Tetiana Cherednichenko, a 69-year-old grandmother who looks older than her years, accused the Russians of taking medicines for themselves. They would only hand them out to those villagers who welcomed them, she said.
She wept as she described having to send her disabled granddaughter away so that she could study somewhere that had electricity.
“Among them (the Russians) there were even good male nurses and I asked them for help for my granddaughter. I even asked the commander for medicines, and they never gave us any,” she said.
Russia’s defence ministry did not immediately respond to a request for comment.
For Vladimir Kushnir, 57, Russia’s occupation meant he could not attend his yearly check-up at a Kharkiv hospital to monitor his recovery from cancer of the oesophagus.
He was part of the team that helped tackle the fire at the Chornobyl nuclear plant during the world’s worst nuclear accident in 1986 and was exposed to high radiation levels.

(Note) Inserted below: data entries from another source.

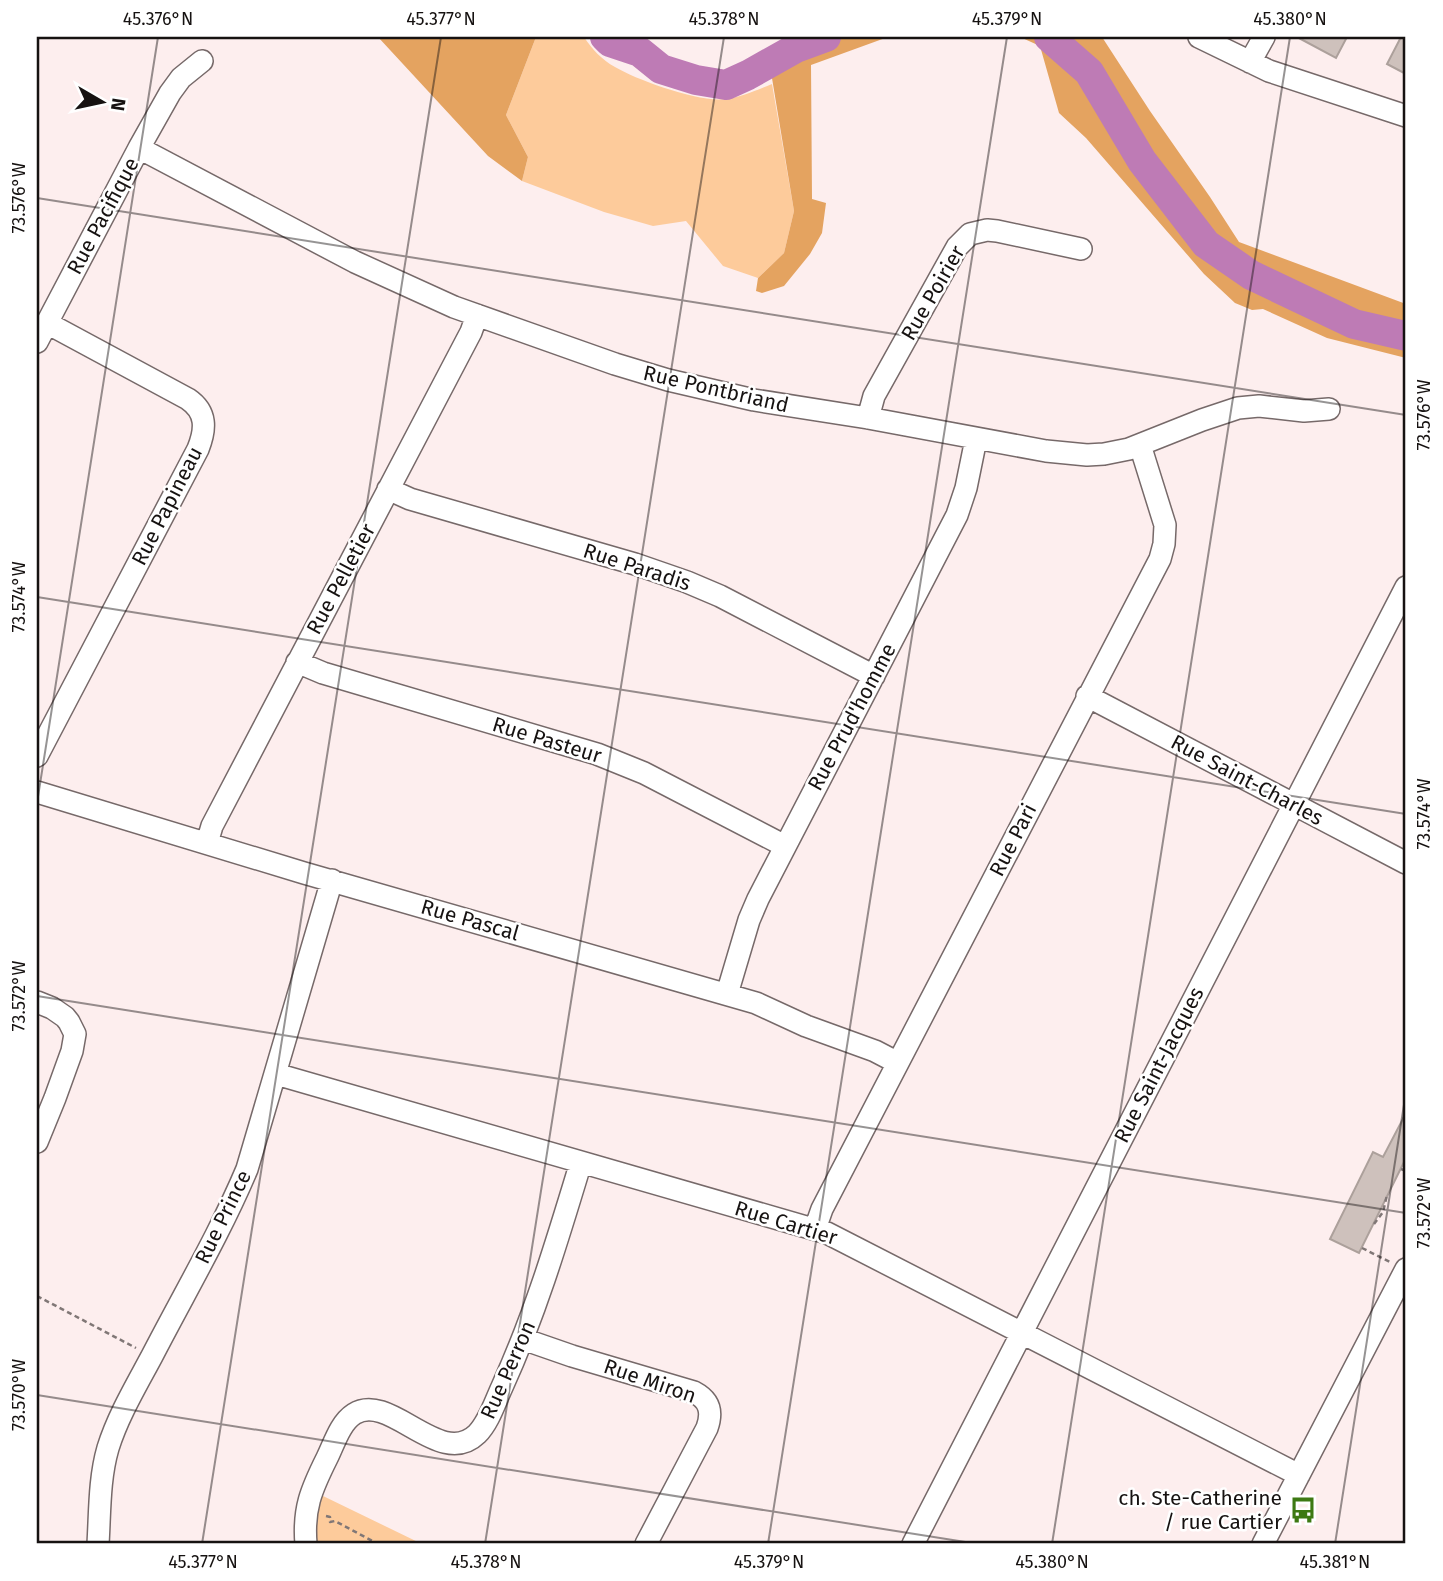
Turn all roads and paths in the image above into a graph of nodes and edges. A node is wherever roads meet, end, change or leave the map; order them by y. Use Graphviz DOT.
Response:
graph roads {
  1 [pos="1199,37"];
  2 [pos="1264,37"];
  3 [pos="202,61"];
  4 [pos="1250,62"];
  5 [pos="1406,116"];
  6 [pos="139,148"];
  7 [pos="1082,249"];
  8 [pos="477,316"];
  9 [pos="47,323"];
  10 [pos="37,342"];
  11 [pos="1329,410"];
  12 [pos="868,418"];
  13 [pos="976,439"];
  14 [pos="1140,445"];
  15 [pos="388,489"];
  16 [pos="1406,587"];
  17 [pos="298,662"];
  18 [pos="874,676"];
  19 [pos="1087,696"];
  20 [pos="37,756"];
  21 [pos="37,792"];
  22 [pos="1294,804"];
  23 [pos="207,843"];
  24 [pos="785,846"];
  25 [pos="1406,863"];
  26 [pos="332,880"];
  27 [pos="727,994"];
  28 [pos="37,1002"];
  29 [pos="898,1063"];
  30 [pos="276,1074"];
  31 [pos="37,1142"];
  32 [pos="580,1162"];
  33 [pos="1401,1168"];
  34 [pos="1406,1171"];
  35 [pos="1387,1195"];
  36 [pos="1374,1224"];
  37 [pos="815,1229"];
  38 [pos="1362,1248"];
  39 [pos="1400,1266"];
  40 [pos="37,1296"];
  41 [pos="1022,1332"];
  42 [pos="523,1339"];
  43 [pos="142,1350"];
  44 [pos="1299,1475"];
  45 [pos="326,1516"];
  46 [pos="98,1544"];
  47 [pos="306,1544"];
  48 [pos="378,1544"];
  49 [pos="646,1544"];
  50 [pos="913,1544"];
  51 [pos="1263,1544"];
  1 -- 4 [label="street"];
  2 -- 4 [label="street"];
  3 -- 6 [label="street, Rue Pacifique"];
  4 -- 5 [label="street"];
  6 -- 8 [label="street, Rue Pontbriand"];
  6 -- 9 [label="street, Rue Pacifique"];
  7 -- 12 [label="street, Rue Poirier"];
  8 -- 12 [label="street, Rue Pontbriand"];
  8 -- 15 [label="street, Rue Pelletier"];
  9 -- 10 [label="street, Rue Pacifique"];
  9 -- 20 [label="street, Rue Papineau"];
  11 -- 14 [label="street, Rue Pontbriand"];
  12 -- 13 [label="street, Rue Pontbriand"];
  13 -- 14 [label="street, Rue Pontbriand"];
  13 -- 18 [label="street, Rue Prud'homme"];
  14 -- 19 [label="street, Rue Pari"];
  15 -- 17 [label="street, Rue Pelletier"];
  15 -- 18 [label="street, Rue Paradis"];
  16 -- 22 [label="street, Rue Saint-Jacques"];
  17 -- 23 [label="street, Rue Pelletier"];
  17 -- 24 [label="street, Rue Pasteur"];
  18 -- 24 [label="street, Rue Prud'homme"];
  19 -- 22 [label="street, Rue Saint-Charles"];
  19 -- 29 [label="street, Rue Pari"];
  21 -- 23 [label="street, Rue Pascal"];
  22 -- 25 [label="street, Rue Saint-Charles"];
  22 -- 41 [label="street, Rue Saint-Jacques"];
  23 -- 26 [label="street, Rue Pascal"];
  24 -- 27 [label="street, Rue Prud'homme"];
  26 -- 27 [label="street, Rue Pascal"];
  26 -- 30 [label="street, Rue Prince"];
  27 -- 29 [label="street, Rue Pascal"];
  28 -- 31 [label="street"];
  29 -- 37 [label="street, Rue Pari"];
  30 -- 32 [label="street, Rue Cartier"];
  30 -- 46 [label="street, Rue Prince"];
  32 -- 37 [label="street, Rue Cartier"];
  32 -- 42 [label="street, Rue Perron"];
  33 -- 34 [label="path"];
  35 -- 36 [label="path"];
  37 -- 41 [label="street, Rue Cartier"];
  38 -- 39 [label="path"];
  39 -- 44 [label="street"];
  40 -- 43 [label="path"];
  41 -- 44 [label="street, Rue Cartier"];
  41 -- 50 [label="street, Rue Saint-Jacques"];
  42 -- 47 [label="street, Rue Perron"];
  42 -- 49 [label="street, Rue Miron"];
  44 -- 51 [label="street"];
  45 -- 48 [label="path"];
}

“After the occupation began, the medicine which we had at home was soon used up… There might have been doctors (among the Russians) but I didn’t try to find out … I just didn’t want to see them … But then my health got worse and I went to (the southeastern) Dnipropetrovsk region,” he said.
“Three days later, they liberated the village and I returned.”
RESTORATION
Marchenko, 54, patiently listens to his new patients as he takes their blood pressure and measures the blood sugar levels of those with diabetes.
It is a world away from his former job at a hospice in Mariupol, but he hopes that he and his team of a male nurse, security adviser, driver and sometimes a psychologist, can help revive Ukraine’s health system.
It’s an uphill battle.
The WHO said in January that the situation was “particularly dire” in areas close to the frontline or retaken areas and the people who stayed behind have “complex needs.”
Michelle Bachelet, the top UN human rights official, said last month that Russia may have committed war crimes by killing civilians and destroying hospitals in its pounding of Ukrainian cities.
Russia denies its forces have committed war crimes.